START Data
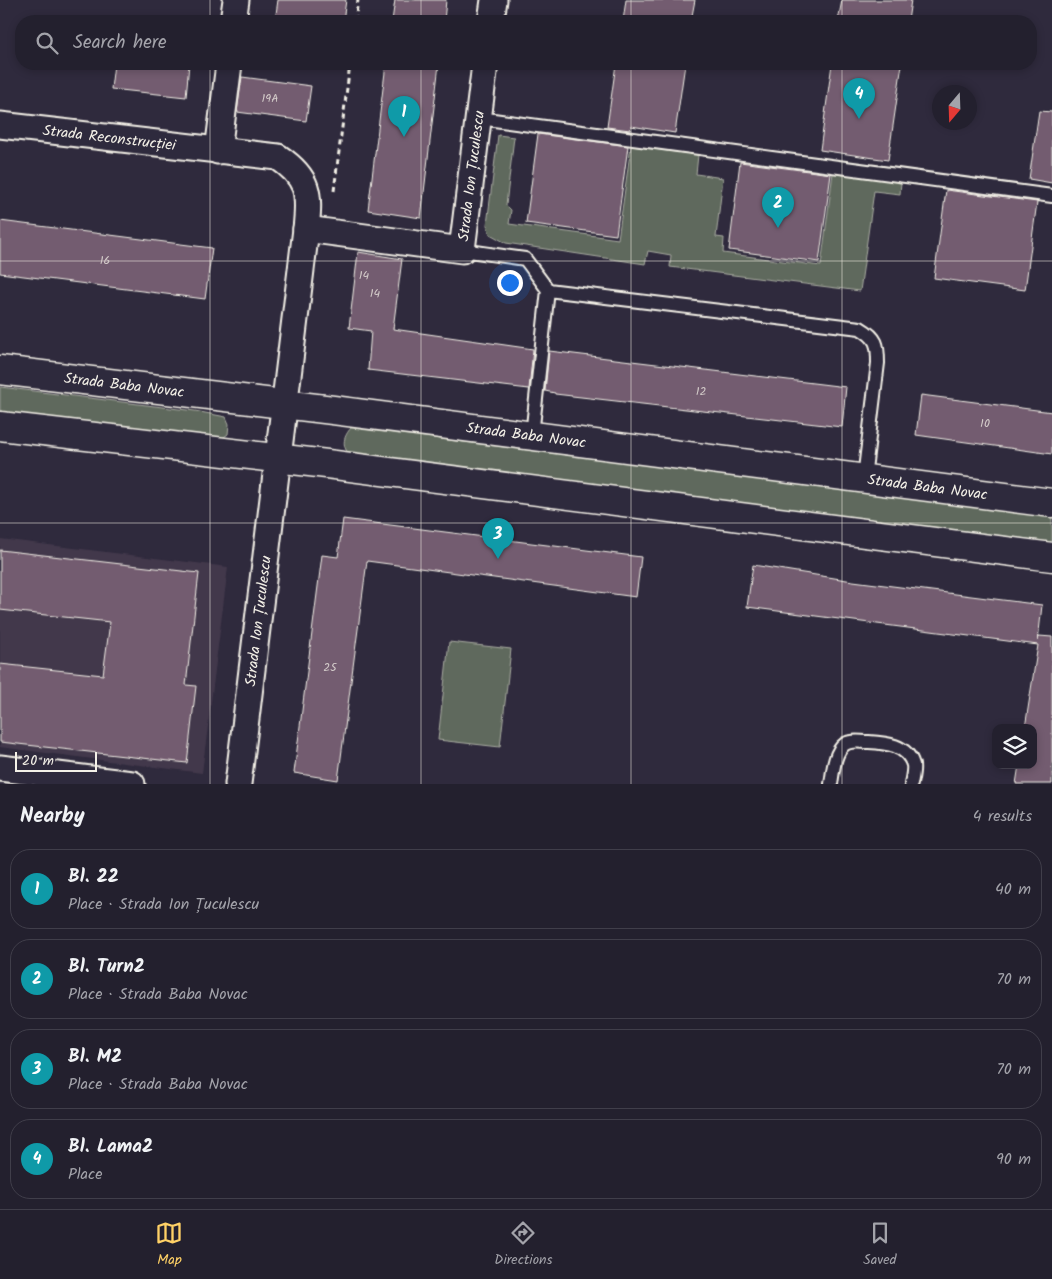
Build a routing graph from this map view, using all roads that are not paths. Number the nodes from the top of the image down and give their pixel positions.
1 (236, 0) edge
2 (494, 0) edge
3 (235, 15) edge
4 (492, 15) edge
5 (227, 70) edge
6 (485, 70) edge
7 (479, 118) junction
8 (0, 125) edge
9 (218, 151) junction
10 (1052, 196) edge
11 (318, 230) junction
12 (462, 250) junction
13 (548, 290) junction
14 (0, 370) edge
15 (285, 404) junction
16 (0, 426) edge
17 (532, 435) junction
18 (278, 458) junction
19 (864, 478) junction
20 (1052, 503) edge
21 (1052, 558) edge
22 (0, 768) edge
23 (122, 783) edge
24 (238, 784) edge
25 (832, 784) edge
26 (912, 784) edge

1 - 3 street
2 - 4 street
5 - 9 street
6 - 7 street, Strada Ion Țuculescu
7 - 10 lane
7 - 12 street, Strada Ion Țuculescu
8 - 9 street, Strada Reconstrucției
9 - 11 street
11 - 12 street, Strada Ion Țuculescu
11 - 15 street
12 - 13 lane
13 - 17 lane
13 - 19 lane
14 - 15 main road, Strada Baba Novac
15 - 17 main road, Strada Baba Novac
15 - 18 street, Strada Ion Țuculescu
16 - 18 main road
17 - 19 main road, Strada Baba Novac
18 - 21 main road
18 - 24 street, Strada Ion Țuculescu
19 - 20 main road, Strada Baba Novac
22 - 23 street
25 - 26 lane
END Data
Please repeat each line above exactly as it appears, but omit the pictures.

*Answer*.
Build a routing graph from this map view, using all roads that are not paths. Number the nodes from the top of the image down and give their pixel positions.
1 (236, 0) edge
2 (494, 0) edge
3 (235, 15) edge
4 (492, 15) edge
5 (227, 70) edge
6 (485, 70) edge
7 (479, 118) junction
8 (0, 125) edge
9 (218, 151) junction
10 (1052, 196) edge
11 (318, 230) junction
12 (462, 250) junction
13 (548, 290) junction
14 (0, 370) edge
15 (285, 404) junction
16 (0, 426) edge
17 (532, 435) junction
18 (278, 458) junction
19 (864, 478) junction
20 (1052, 503) edge
21 (1052, 558) edge
22 (0, 768) edge
23 (122, 783) edge
24 (238, 784) edge
25 (832, 784) edge
26 (912, 784) edge

1 - 3 street
2 - 4 street
5 - 9 street
6 - 7 street, Strada Ion Țuculescu
7 - 10 lane
7 - 12 street, Strada Ion Țuculescu
8 - 9 street, Strada Reconstrucției
9 - 11 street
11 - 12 street, Strada Ion Țuculescu
11 - 15 street
12 - 13 lane
13 - 17 lane
13 - 19 lane
14 - 15 main road, Strada Baba Novac
15 - 17 main road, Strada Baba Novac
15 - 18 street, Strada Ion Țuculescu
16 - 18 main road
17 - 19 main road, Strada Baba Novac
18 - 21 main road
18 - 24 street, Strada Ion Țuculescu
19 - 20 main road, Strada Baba Novac
22 - 23 street
25 - 26 lane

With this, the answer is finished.